In general, factors associated with decreased RT and ST were similar with notable exceptions including those always/mostly preferring RAI having decreased RT but not ST. Similar to the reasoning from Chun et al,13 perhaps individuals preferring RAI were better able to relax the voluntary external sphincter muscle during the DARE than individuals preferring IAI. Individuals with HIV were also associated with decreased RT but not ST which may be related to HIV-induced accelerated ageing and damage to smooth muscle cells caused by HIV and antiretroviral treatment.30 To our knowledge, the association between obesity and sphincter RT in males has not been assessed.
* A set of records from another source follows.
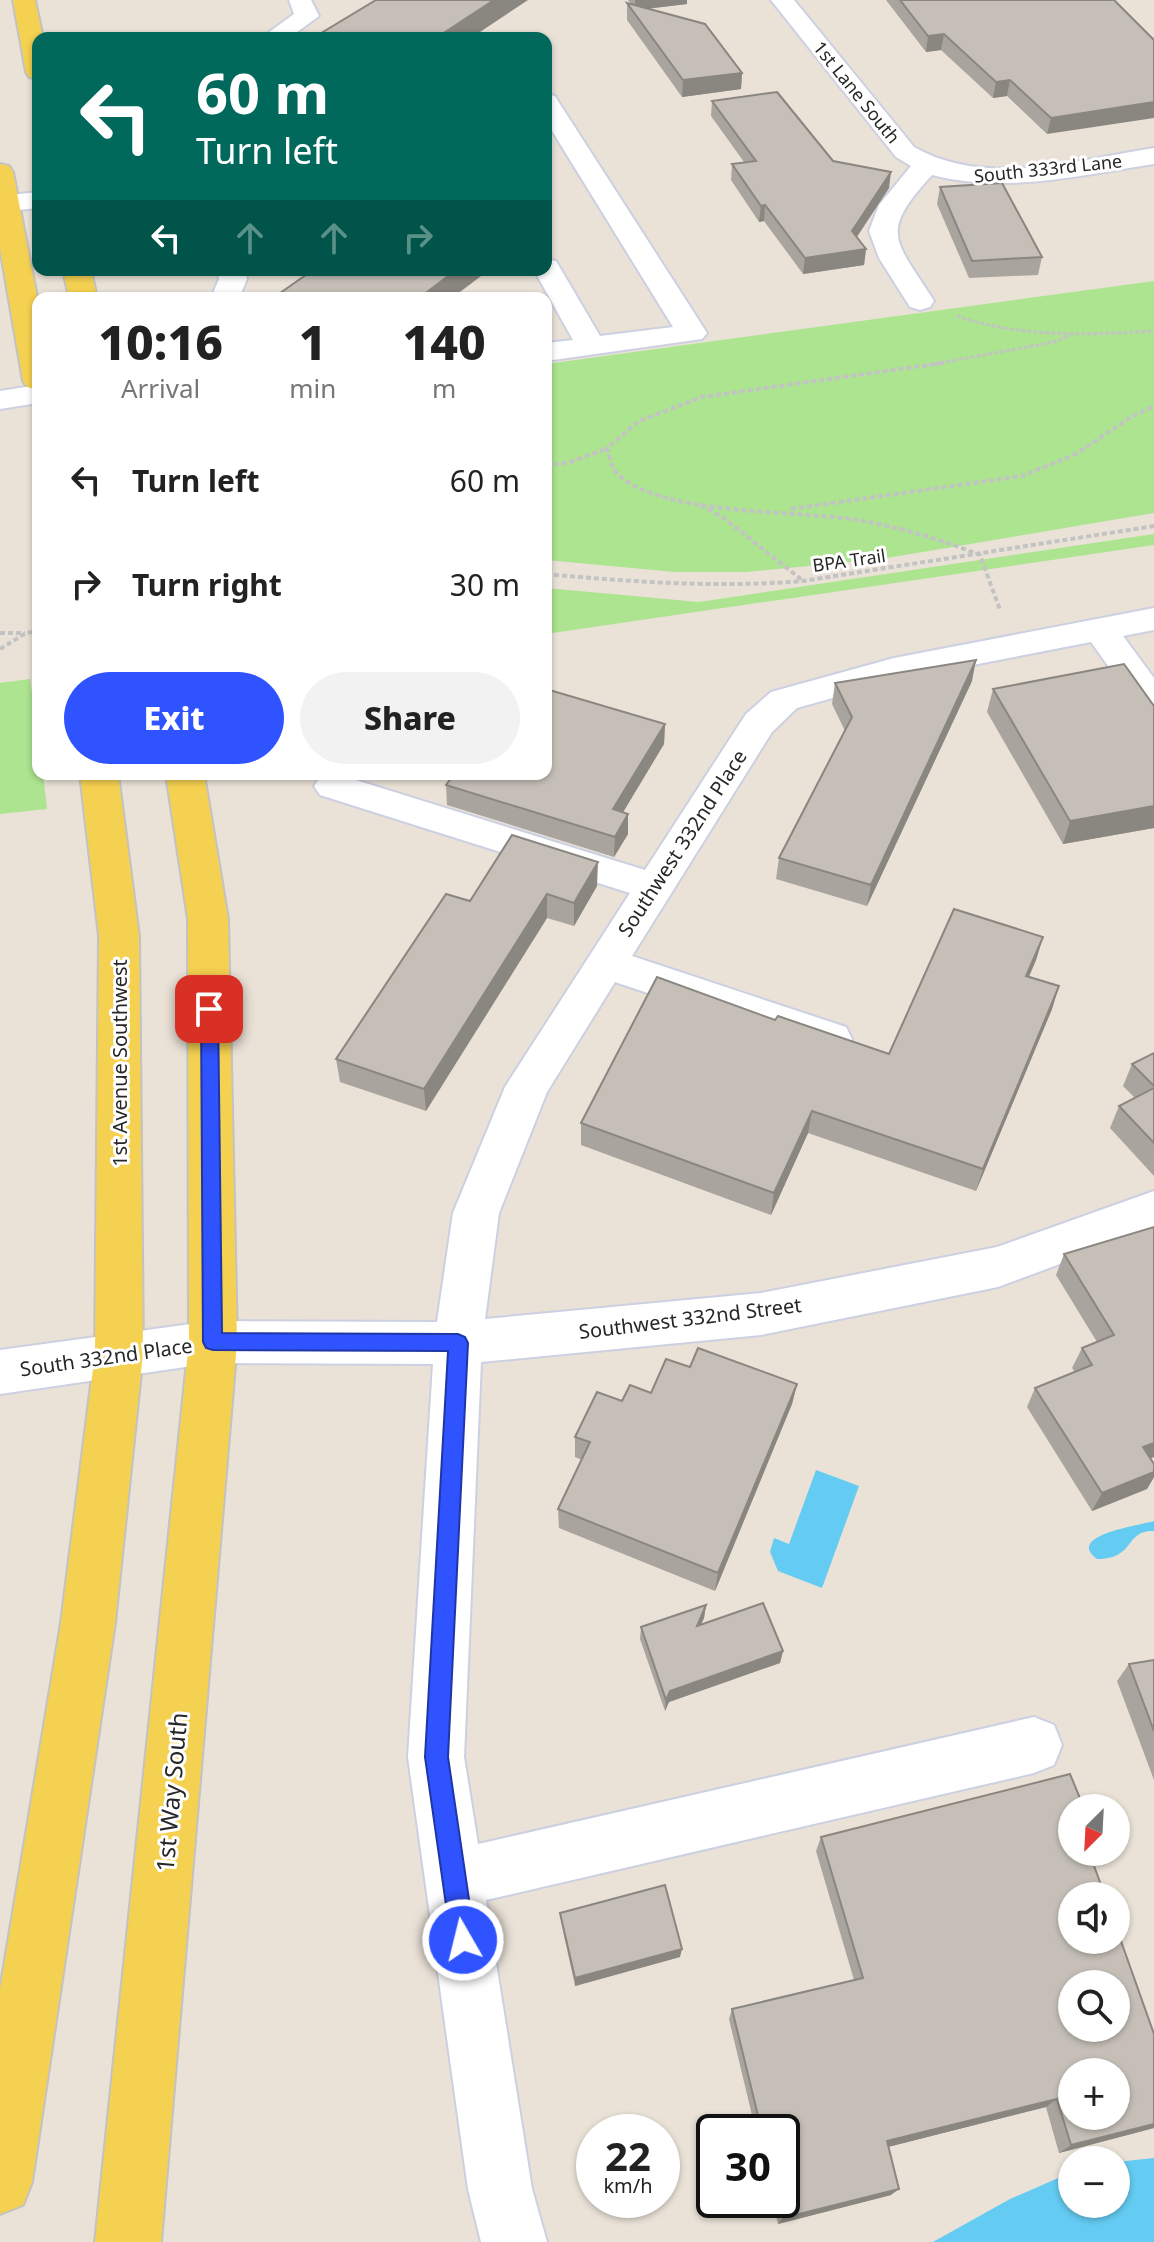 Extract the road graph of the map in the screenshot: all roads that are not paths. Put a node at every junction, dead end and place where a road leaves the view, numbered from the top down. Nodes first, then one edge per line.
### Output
1 (24, 0) edge
2 (300, 0) edge
3 (782, 0) edge
4 (282, 32) edge
5 (32, 41) edge
6 (558, 139) edge
7 (1154, 156) edge
8 (934, 169) junction
9 (0, 172) edge
10 (32, 201) edge
11 (2, 204) edge
12 (551, 276) edge
13 (920, 301) road end
14 (591, 346) junction
15 (552, 351) edge
16 (32, 352) edge
17 (32, 395) edge
18 (0, 400) edge
19 (1154, 619) edge
20 (1100, 629) junction
21 (1154, 704) edge
22 (100, 780) edge
23 (186, 780) edge
24 (333, 786) dead end
25 (655, 887) junction
26 (606, 963) junction
27 (863, 1049) edge
28 (1154, 1210) edge
29 (213, 1342) junction
30 (458, 1343) junction
31 (119, 1353) junction
32 (0, 1372) edge
33 (1034, 1745) dead end
34 (454, 1878) junction
35 (0, 2182) edge
36 (128, 2242) edge
37 (514, 2242) edge

1 - 5 main road
2 - 4 street
3 - 8 street, 1st Lane South
6 - 14 street
7 - 8 street, South 333rd Lane
8 - 13 street
9 - 11 main road
10 - 11 street
11 - 16 main road
12 - 14 street
14 - 15 street
17 - 18 street
19 - 20 street, Southwest 332nd Place
20 - 21 street
20 - 25 street, Southwest 332nd Place
22 - 31 main road, 1st Avenue Southwest
23 - 29 main road
24 - 25 street
25 - 26 street, Southwest 332nd Place
26 - 27 street
26 - 30 street, Southwest 332nd Place
28 - 30 street, Southwest 332nd Street
29 - 30 street, Southwest 332nd Street
29 - 31 street, South 332nd Place
29 - 36 main road, 1st Way South
30 - 34 street, Southwest 332nd Place
31 - 32 street, South 332nd Place
31 - 35 main road
33 - 34 street
34 - 37 street, Southwest 332nd Place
Obesity is associated with chronic inflammation31 which may induce fibrotic processes, in turn, promoting internal sphincter atrophy.32

Those with decreased RT and ST had increased odds of receiving a DARE from an APN or registered nurse compared with a physician. These results were consistent with the restricted data set which used observations from clinicians conducting >50 DAREs in the study. In Houston, where APNs completed all DAREs, participants were substantially older and more likely to have HIV compared with Chicago participants where most DAREs were conducted by a physician; thus, residual age-related or HIV-related confounding may explain differences in sphincter tone by clinician type. Alternatively, differences in tone assessment might occur if physicians receive more digital rectal examination training or practice in school than APNs or registered nurses.

The combined gender identity category of transgender, woman and other had decreased resting sphincter tone although data were sparse (n=29). Of these, eight individuals reported an assignment of female sex at birth (27.6%) which helps explain the association between this gender identity category and decreased RT. Lower RT in females than males may be due to a shorter anal canal, parity or decreased muscle mass.24 25 32 33

Limitations

To our knowledge, the 838-person sample size in this study is larger than any other assessment of sphincter tone among community-recruited and healthy individuals. Practical limitations in this large study required using the DRESS scale as a proxy for manometry. While the DRESS scale is strongly correlated with manometry pressures (Spearman rank correlation, 0.82 for RT and 0.81 for ST),18 it may introduce more error in sphincter tone outcome scores. Nonetheless, DARE has been found to be of sufficient value for measuring sphincter tone in clinical settings34 including when compared against three-dimensional high-resolution anal manometry, balloon expulsion test, transperineal ultrasound and surface electromyography.35 In addition, our observation of decreased RT with age and decreased ST with sex at birth are consistent with other studies using manometry.25 32 Two clinicians, a physician and APN, conducted 65% of DAREs which may increase reliability in resting and squeeze sphincter tone measurement. Self-reported lifetime preferred position for anal intercourse, disease history and frequency of anal intercourse are subject to recall bias. No data were collected about douching, sex toys or other anal manipulations which may limit our understanding of factors associated with sphincter tone. The sample was diverse regarding age, race, ethnicity and gender identity; however, it was also highly educated.

Inclusion criteria were the same in the three cities except for three criteria listed in the methods. We think it is highly unlikely these differing criteria would change study conclusions. We are aware of no data linking anticoagulant use or DARE to changes in internal or external sphincter function. In addition, only one person in Chicago and Houston reported current treatment for condyloma, enlarged haemorrhoids or anal cancer.

Conclusion

In this study with 838 SGM, decreased sphincter RT and ST were infrequent. Increased age was strongly associated with decreased sphincter RT and ST.

DARE had almost no accuracy to detect individuals having RAI; thus, the forced anal examination is useless in identifying SGM who prefer RAI while also causing significant harm to individuals subjected to the test.1–3 8 The proposition that a finger inserted into the anal canal can detect an individual engaging in RAI is false.